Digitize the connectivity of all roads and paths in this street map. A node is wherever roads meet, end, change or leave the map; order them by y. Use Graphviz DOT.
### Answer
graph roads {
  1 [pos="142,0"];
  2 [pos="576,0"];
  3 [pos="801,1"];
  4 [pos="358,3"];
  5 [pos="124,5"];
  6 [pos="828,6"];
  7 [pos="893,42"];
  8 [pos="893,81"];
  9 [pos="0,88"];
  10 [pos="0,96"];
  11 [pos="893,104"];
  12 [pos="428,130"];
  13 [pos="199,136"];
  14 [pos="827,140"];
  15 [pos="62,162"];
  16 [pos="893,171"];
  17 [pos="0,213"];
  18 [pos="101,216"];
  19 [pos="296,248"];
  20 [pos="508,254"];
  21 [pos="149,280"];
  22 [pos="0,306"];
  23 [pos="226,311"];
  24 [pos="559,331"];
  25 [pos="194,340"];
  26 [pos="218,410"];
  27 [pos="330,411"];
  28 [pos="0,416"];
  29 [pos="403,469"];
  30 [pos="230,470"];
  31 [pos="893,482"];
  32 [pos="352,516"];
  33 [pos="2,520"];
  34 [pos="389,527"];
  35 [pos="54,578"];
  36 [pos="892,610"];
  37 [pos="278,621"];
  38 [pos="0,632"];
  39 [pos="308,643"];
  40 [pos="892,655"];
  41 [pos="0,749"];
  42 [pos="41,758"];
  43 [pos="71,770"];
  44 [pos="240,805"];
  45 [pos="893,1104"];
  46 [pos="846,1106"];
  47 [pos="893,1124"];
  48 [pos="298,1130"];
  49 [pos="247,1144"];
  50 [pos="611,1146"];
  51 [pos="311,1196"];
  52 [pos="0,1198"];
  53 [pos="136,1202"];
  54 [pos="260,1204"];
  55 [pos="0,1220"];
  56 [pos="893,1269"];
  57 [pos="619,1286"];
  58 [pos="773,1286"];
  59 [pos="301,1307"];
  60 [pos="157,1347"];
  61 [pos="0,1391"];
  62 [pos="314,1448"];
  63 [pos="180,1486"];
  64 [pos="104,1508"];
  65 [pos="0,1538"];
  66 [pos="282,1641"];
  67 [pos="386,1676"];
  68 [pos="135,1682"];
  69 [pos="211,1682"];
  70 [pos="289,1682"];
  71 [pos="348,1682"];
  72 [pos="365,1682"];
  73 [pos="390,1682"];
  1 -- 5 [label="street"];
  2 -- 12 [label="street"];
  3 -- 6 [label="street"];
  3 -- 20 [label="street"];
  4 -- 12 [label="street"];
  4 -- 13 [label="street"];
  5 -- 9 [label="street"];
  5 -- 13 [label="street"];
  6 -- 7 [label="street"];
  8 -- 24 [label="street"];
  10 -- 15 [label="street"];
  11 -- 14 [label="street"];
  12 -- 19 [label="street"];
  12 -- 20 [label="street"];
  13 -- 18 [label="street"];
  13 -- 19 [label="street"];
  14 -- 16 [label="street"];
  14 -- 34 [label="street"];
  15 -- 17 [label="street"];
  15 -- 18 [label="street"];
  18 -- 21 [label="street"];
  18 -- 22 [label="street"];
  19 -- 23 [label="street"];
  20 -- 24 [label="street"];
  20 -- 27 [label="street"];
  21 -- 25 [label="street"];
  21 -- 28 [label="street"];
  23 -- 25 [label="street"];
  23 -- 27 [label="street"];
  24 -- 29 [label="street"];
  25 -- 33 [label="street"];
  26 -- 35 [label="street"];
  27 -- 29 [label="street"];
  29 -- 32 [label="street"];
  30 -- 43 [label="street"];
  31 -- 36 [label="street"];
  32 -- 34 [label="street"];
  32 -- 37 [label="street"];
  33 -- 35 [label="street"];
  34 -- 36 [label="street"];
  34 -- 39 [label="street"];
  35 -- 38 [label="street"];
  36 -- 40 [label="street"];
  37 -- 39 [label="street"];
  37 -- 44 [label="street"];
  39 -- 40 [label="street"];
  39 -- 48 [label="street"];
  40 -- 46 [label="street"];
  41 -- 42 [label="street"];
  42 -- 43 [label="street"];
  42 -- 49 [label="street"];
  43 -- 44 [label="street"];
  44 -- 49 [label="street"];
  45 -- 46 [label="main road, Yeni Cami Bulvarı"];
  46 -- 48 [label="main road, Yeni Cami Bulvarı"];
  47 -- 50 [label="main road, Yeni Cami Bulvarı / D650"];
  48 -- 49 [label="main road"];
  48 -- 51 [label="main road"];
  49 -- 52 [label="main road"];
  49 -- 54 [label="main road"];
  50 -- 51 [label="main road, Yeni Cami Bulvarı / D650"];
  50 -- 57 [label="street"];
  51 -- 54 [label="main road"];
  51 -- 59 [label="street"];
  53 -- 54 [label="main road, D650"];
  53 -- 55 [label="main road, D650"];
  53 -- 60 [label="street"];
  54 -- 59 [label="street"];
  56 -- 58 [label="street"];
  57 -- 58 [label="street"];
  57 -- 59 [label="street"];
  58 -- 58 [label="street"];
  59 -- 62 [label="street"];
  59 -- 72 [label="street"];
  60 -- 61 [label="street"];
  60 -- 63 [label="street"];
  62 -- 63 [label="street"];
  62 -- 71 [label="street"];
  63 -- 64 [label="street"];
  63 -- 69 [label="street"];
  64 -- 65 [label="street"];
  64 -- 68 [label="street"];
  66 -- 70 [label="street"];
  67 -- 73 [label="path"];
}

Work instructions: All the entries above must be repeated exactly as they were given.

Answer to the problem:
Digitize the connectivity of all roads and paths in this street map. A node is wherever roads meet, end, change or leave the map; order them by y. Use Graphviz DOT.
### Answer
graph roads {
  1 [pos="142,0"];
  2 [pos="576,0"];
  3 [pos="801,1"];
  4 [pos="358,3"];
  5 [pos="124,5"];
  6 [pos="828,6"];
  7 [pos="893,42"];
  8 [pos="893,81"];
  9 [pos="0,88"];
  10 [pos="0,96"];
  11 [pos="893,104"];
  12 [pos="428,130"];
  13 [pos="199,136"];
  14 [pos="827,140"];
  15 [pos="62,162"];
  16 [pos="893,171"];
  17 [pos="0,213"];
  18 [pos="101,216"];
  19 [pos="296,248"];
  20 [pos="508,254"];
  21 [pos="149,280"];
  22 [pos="0,306"];
  23 [pos="226,311"];
  24 [pos="559,331"];
  25 [pos="194,340"];
  26 [pos="218,410"];
  27 [pos="330,411"];
  28 [pos="0,416"];
  29 [pos="403,469"];
  30 [pos="230,470"];
  31 [pos="893,482"];
  32 [pos="352,516"];
  33 [pos="2,520"];
  34 [pos="389,527"];
  35 [pos="54,578"];
  36 [pos="892,610"];
  37 [pos="278,621"];
  38 [pos="0,632"];
  39 [pos="308,643"];
  40 [pos="892,655"];
  41 [pos="0,749"];
  42 [pos="41,758"];
  43 [pos="71,770"];
  44 [pos="240,805"];
  45 [pos="893,1104"];
  46 [pos="846,1106"];
  47 [pos="893,1124"];
  48 [pos="298,1130"];
  49 [pos="247,1144"];
  50 [pos="611,1146"];
  51 [pos="311,1196"];
  52 [pos="0,1198"];
  53 [pos="136,1202"];
  54 [pos="260,1204"];
  55 [pos="0,1220"];
  56 [pos="893,1269"];
  57 [pos="619,1286"];
  58 [pos="773,1286"];
  59 [pos="301,1307"];
  60 [pos="157,1347"];
  61 [pos="0,1391"];
  62 [pos="314,1448"];
  63 [pos="180,1486"];
  64 [pos="104,1508"];
  65 [pos="0,1538"];
  66 [pos="282,1641"];
  67 [pos="386,1676"];
  68 [pos="135,1682"];
  69 [pos="211,1682"];
  70 [pos="289,1682"];
  71 [pos="348,1682"];
  72 [pos="365,1682"];
  73 [pos="390,1682"];
  1 -- 5 [label="street"];
  2 -- 12 [label="street"];
  3 -- 6 [label="street"];
  3 -- 20 [label="street"];
  4 -- 12 [label="street"];
  4 -- 13 [label="street"];
  5 -- 9 [label="street"];
  5 -- 13 [label="street"];
  6 -- 7 [label="street"];
  8 -- 24 [label="street"];
  10 -- 15 [label="street"];
  11 -- 14 [label="street"];
  12 -- 19 [label="street"];
  12 -- 20 [label="street"];
  13 -- 18 [label="street"];
  13 -- 19 [label="street"];
  14 -- 16 [label="street"];
  14 -- 34 [label="street"];
  15 -- 17 [label="street"];
  15 -- 18 [label="street"];
  18 -- 21 [label="street"];
  18 -- 22 [label="street"];
  19 -- 23 [label="street"];
  20 -- 24 [label="street"];
  20 -- 27 [label="street"];
  21 -- 25 [label="street"];
  21 -- 28 [label="street"];
  23 -- 25 [label="street"];
  23 -- 27 [label="street"];
  24 -- 29 [label="street"];
  25 -- 33 [label="street"];
  26 -- 35 [label="street"];
  27 -- 29 [label="street"];
  29 -- 32 [label="street"];
  30 -- 43 [label="street"];
  31 -- 36 [label="street"];
  32 -- 34 [label="street"];
  32 -- 37 [label="street"];
  33 -- 35 [label="street"];
  34 -- 36 [label="street"];
  34 -- 39 [label="street"];
  35 -- 38 [label="street"];
  36 -- 40 [label="street"];
  37 -- 39 [label="street"];
  37 -- 44 [label="street"];
  39 -- 40 [label="street"];
  39 -- 48 [label="street"];
  40 -- 46 [label="street"];
  41 -- 42 [label="street"];
  42 -- 43 [label="street"];
  42 -- 49 [label="street"];
  43 -- 44 [label="street"];
  44 -- 49 [label="street"];
  45 -- 46 [label="main road, Yeni Cami Bulvarı"];
  46 -- 48 [label="main road, Yeni Cami Bulvarı"];
  47 -- 50 [label="main road, Yeni Cami Bulvarı / D650"];
  48 -- 49 [label="main road"];
  48 -- 51 [label="main road"];
  49 -- 52 [label="main road"];
  49 -- 54 [label="main road"];
  50 -- 51 [label="main road, Yeni Cami Bulvarı / D650"];
  50 -- 57 [label="street"];
  51 -- 54 [label="main road"];
  51 -- 59 [label="street"];
  53 -- 54 [label="main road, D650"];
  53 -- 55 [label="main road, D650"];
  53 -- 60 [label="street"];
  54 -- 59 [label="street"];
  56 -- 58 [label="street"];
  57 -- 58 [label="street"];
  57 -- 59 [label="street"];
  58 -- 58 [label="street"];
  59 -- 62 [label="street"];
  59 -- 72 [label="street"];
  60 -- 61 [label="street"];
  60 -- 63 [label="street"];
  62 -- 63 [label="street"];
  62 -- 71 [label="street"];
  63 -- 64 [label="street"];
  63 -- 69 [label="street"];
  64 -- 65 [label="street"];
  64 -- 68 [label="street"];
  66 -- 70 [label="street"];
  67 -- 73 [label="path"];
}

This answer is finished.